The inventions RU 2199614 (published on 02.27.2003) and RU 2199615 (published on 02.27.2003) are devoted to a method and apparatus for growing crystals from the seed in the upward direction in a graphite cylindrical container, which is also a socket for attaching the seed. In this case, in either case, it is stipulated that the seed in the container is placed without a gap between the walls, i.e. the seed, in contrast to the method proposed by us, must be pre-processed in some way in order to have a section strictly coinciding with the section of the inner cavity of the container (crucible), which is not always possible without damaging the structure. The environment in which the process proceeds is not specified in these inventions either.

The closest to the claimed method is the method of growing crystals from a cooled seed by the method of horizontal zone melting in an evacuated glass container, described by the author of this application in the article (Bochegov V.I., Ivanov K.G., Rodionov N.A. Single crystal growth bismuth-antimony from a cooled seed // Instruments and experimental technique, 1980, No. 2, p. 218). This technique has been used by the author for many years to obtain single crystals. However, the percentage of yield of mono-oriented crystals and their quality is significantly improved with the use of the proposed method of attaching seeds, because the temperature field near the crystallization front in this case became much more stable.

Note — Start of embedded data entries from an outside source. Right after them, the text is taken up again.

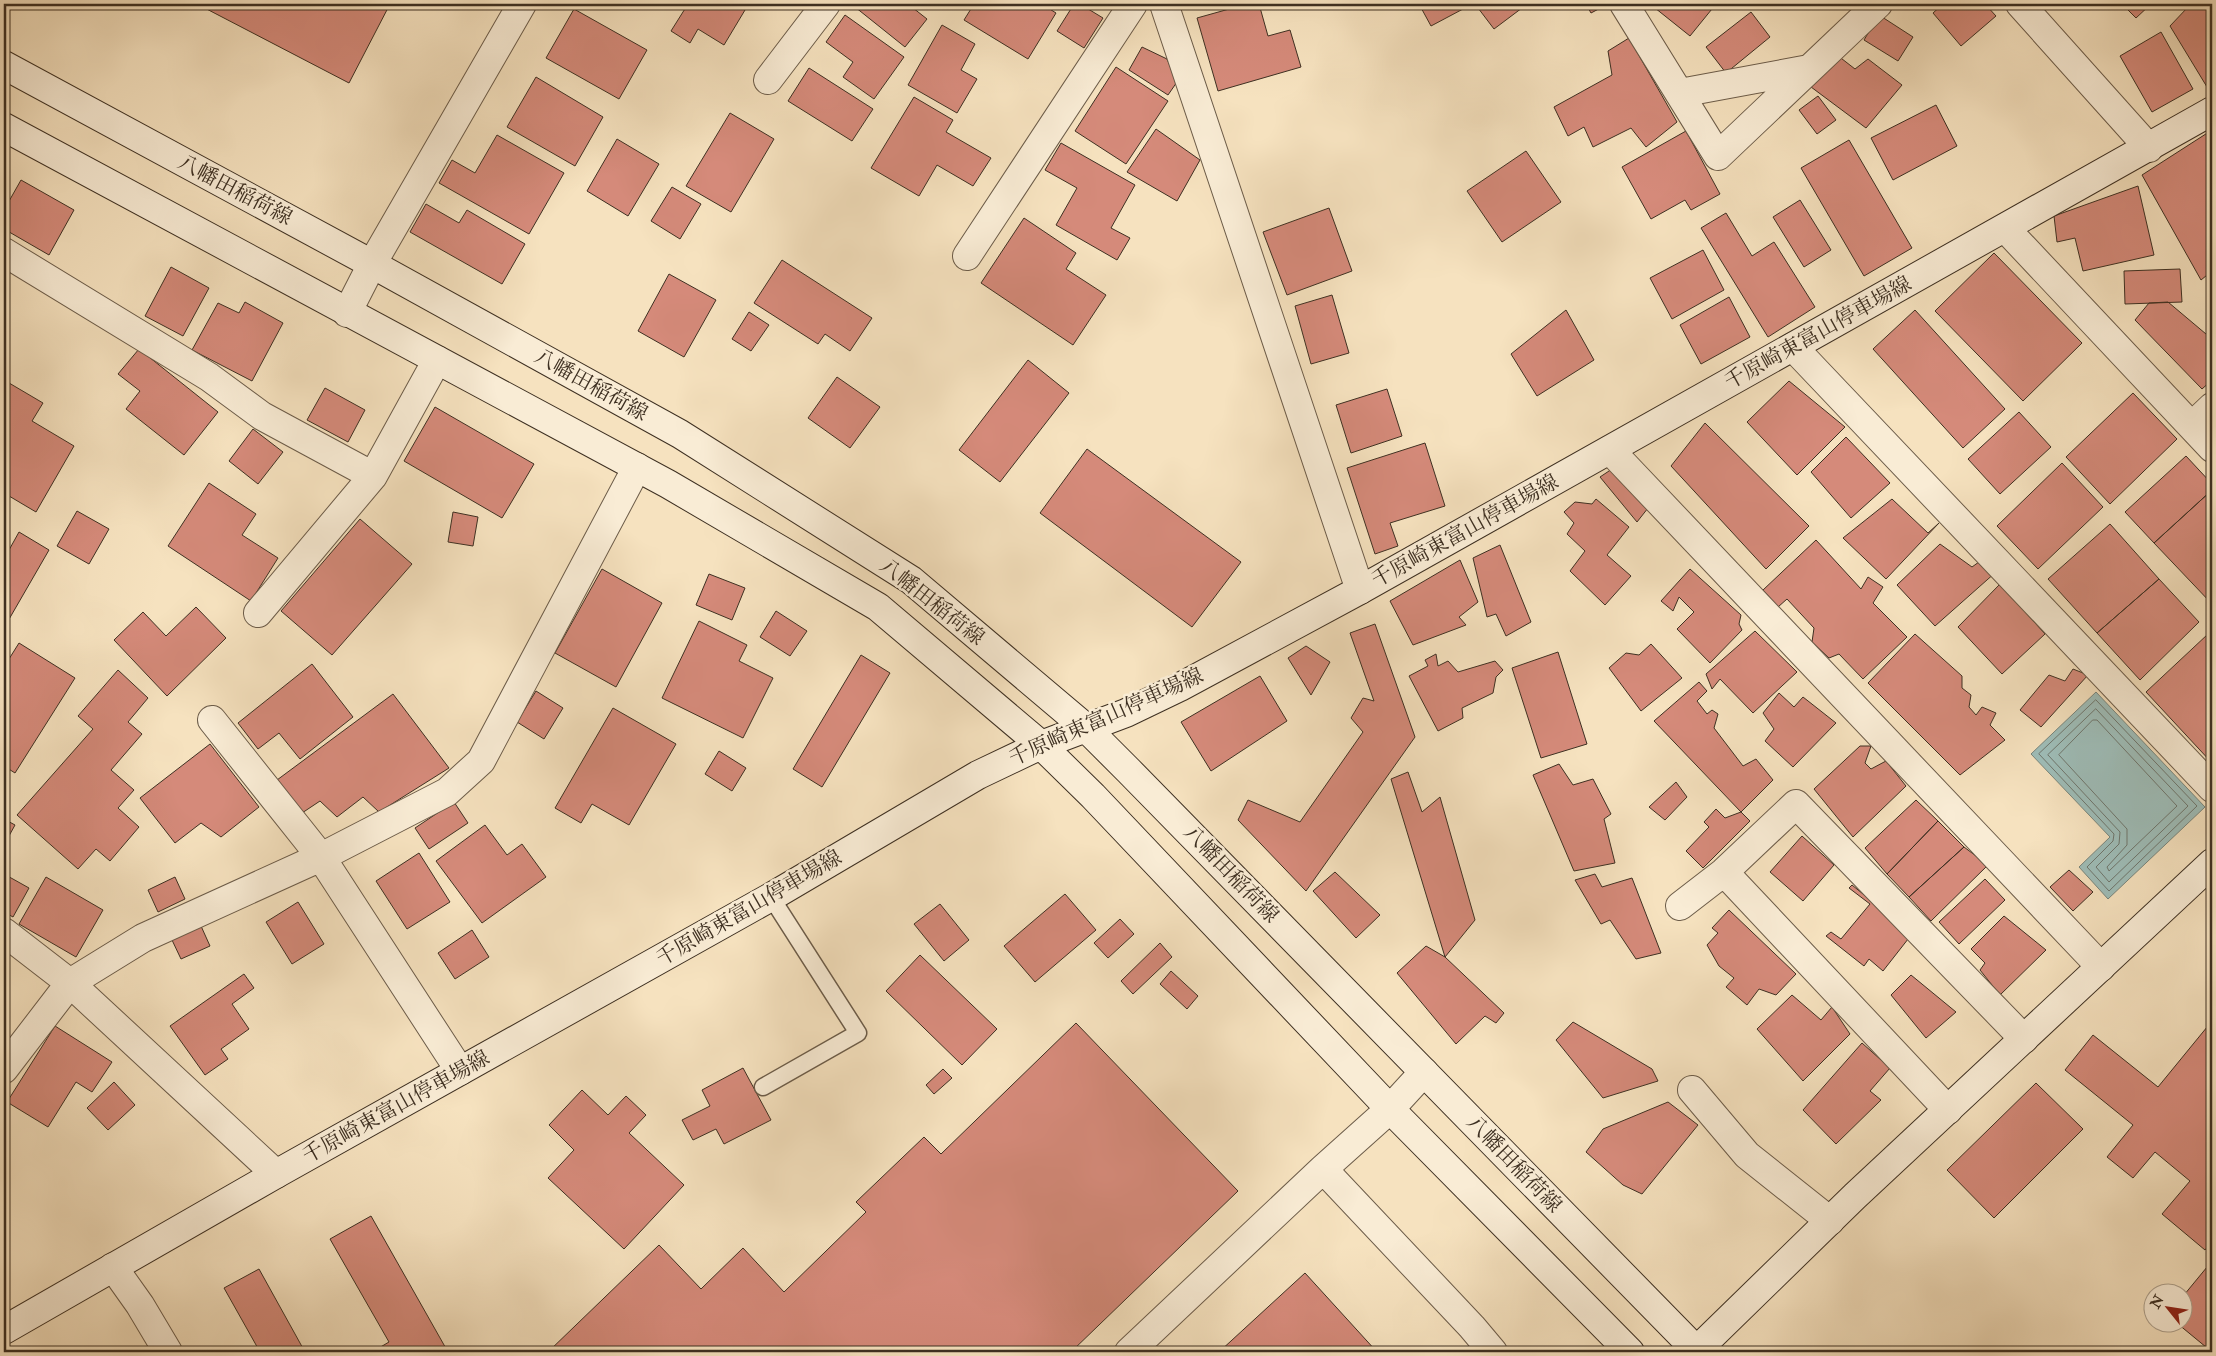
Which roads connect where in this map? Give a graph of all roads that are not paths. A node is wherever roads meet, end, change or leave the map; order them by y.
1 (522, 4) edge
2 (826, 4) edge
3 (1133, 4) edge
4 (1164, 4) edge
5 (1624, 4) edge
6 (1878, 4) edge
7 (2020, 4) edge
8 (4, 65) edge
9 (1809, 70) junction
10 (768, 80) dead end
11 (1680, 93) junction
12 (2212, 111) edge
13 (4, 127) edge
14 (2149, 148) junction
15 (2005, 228) junction
16 (4, 252) edge
17 (967, 256) dead end
18 (372, 264) junction
19 (347, 312) junction
20 (1793, 348) junction
21 (437, 360) junction
22 (2212, 407) edge
23 (2192, 426) junction
24 (2212, 448) edge
25 (1610, 450) junction
26 (637, 467) junction
27 (373, 476) junction
28 (1360, 590) junction
29 (258, 612) dead end
30 (212, 720) dead end
31 (1086, 728) junction
32 (1041, 745) junction
33 (2212, 788) edge
34 (320, 857) junction
35 (2212, 863) edge
36 (1724, 872) junction
37 (771, 897) junction
38 (1680, 906) dead end
39 (4, 932) edge
40 (2101, 967) junction
41 (70, 983) junction
42 (2024, 1039) junction
43 (4, 1069) edge
44 (460, 1071) junction
45 (1424, 1072) junction
46 (763, 1087) dead end
47 (1692, 1090) dead end
48 (1390, 1109) junction
49 (1948, 1110) junction
50 (1323, 1170) junction
51 (276, 1174) junction
52 (1830, 1221) junction
53 (113, 1267) junction
54 (4, 1330) edge
55 (168, 1352) edge
56 (1130, 1352) edge
57 (1493, 1352) edge
58 (1630, 1352) edge
59 (1696, 1352) edge

1 - 18 street
2 - 10 street
3 - 17 street
4 - 28 street
5 - 11 street
6 - 9 street
7 - 14 street
8 - 18 street, 八幡田稲荷線
9 - 11 street
9 - 11 street
12 - 14 street, 千原崎東富山停車場線
13 - 19 street, 八幡田稲荷線
14 - 15 street, 千原崎東富山停車場線
15 - 20 street, 千原崎東富山停車場線
15 - 23 street
16 - 27 street
18 - 19 street
18 - 31 street, 八幡田稲荷線
19 - 21 street, 八幡田稲荷線
20 - 25 street, 千原崎東富山停車場線
20 - 33 street
21 - 26 street, 八幡田稲荷線
21 - 27 street
22 - 23 street
23 - 24 street
25 - 28 street, 千原崎東富山停車場線
25 - 40 street
26 - 32 street, 八幡田稲荷線
26 - 34 street
27 - 29 street
28 - 31 street, 千原崎東富山停車場線
30 - 34 street
31 - 32 street, 千原崎東富山停車場線
31 - 45 street, 八幡田稲荷線
32 - 37 street, 千原崎東富山停車場線
32 - 48 street, 八幡田稲荷線
34 - 41 street
34 - 44 street
35 - 40 street
36 - 38 street
36 - 42 street
36 - 49 street
37 - 44 street, 千原崎東富山停車場線
37 - 46 lane
39 - 41 street
40 - 42 street
41 - 43 street
41 - 51 street
42 - 49 street
44 - 51 street, 千原崎東富山停車場線
45 - 48 street
45 - 59 street, 八幡田稲荷線
47 - 52 street
48 - 50 street
48 - 58 street, 八幡田稲荷線
49 - 52 street
50 - 56 street
50 - 57 street
51 - 53 street, 千原崎東富山停車場線
52 - 59 street
53 - 54 street, 千原崎東富山停車場線
53 - 55 street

Example. Test method for growing single crystals of bismuth alloys with antimony. Into a half-loaded material, a horizontal container made of glass of the type “ZS-5 or Pyrex” with a length of 150-200 mm, an internal diameter of 15-18 mm, a wall thickness of 1.5-2 mm, having a drawn shank for seed with an inner diameter of 6-8 mm, a glass thickness of 0.8-1.2 mm, the seed is placed close to the grown material of the corresponding cross section and crystallographically perfect from the etched side with a length of 30-60 mm. After this, the ampoule is pumped out and sealed under vacuum. A heater is placed on the shank in the region of the molten portion of the seed and the portion of the seed is melted. Monitoring the volume of the molten seed portion is carried out visually. About 3 / 4-4 / 5 of the seed length is melted. Immediately after the molten part of the seed takes the shape of the bottom of the inner surface of the ampoule shank, the heater is turned off, and the melt crystallizes. Leakage of the melt under the solid part of the seed and spreading into the free part of the shank at the indicated seed sizes and the diameter of the ampoule shank does not occur due to the surface tension of the melt. Next, a radiator is mounted on the shank and the ampoule is installed in the device for zone recrystallization.

The proposed method allows a relatively simple and reliable fixation of the seed inside the evacuated container and provides good thermal contact with the radiator hung on the container in the seed region, which in turn ensures the stability of the heat outflow along the crystallization line of the material and allows to increase the output of single-crystal ingots by the method of horizontal recrystallization to almost 100 %

Claims (1)

A method of attaching a seed when growing single crystals by directional crystallization from a melt in a horizontal glass evacuated container, characterized in that the majority of the seed is melted from the side opposite to the location of the seed, and the melt is crystallized in contact with the walls of the container.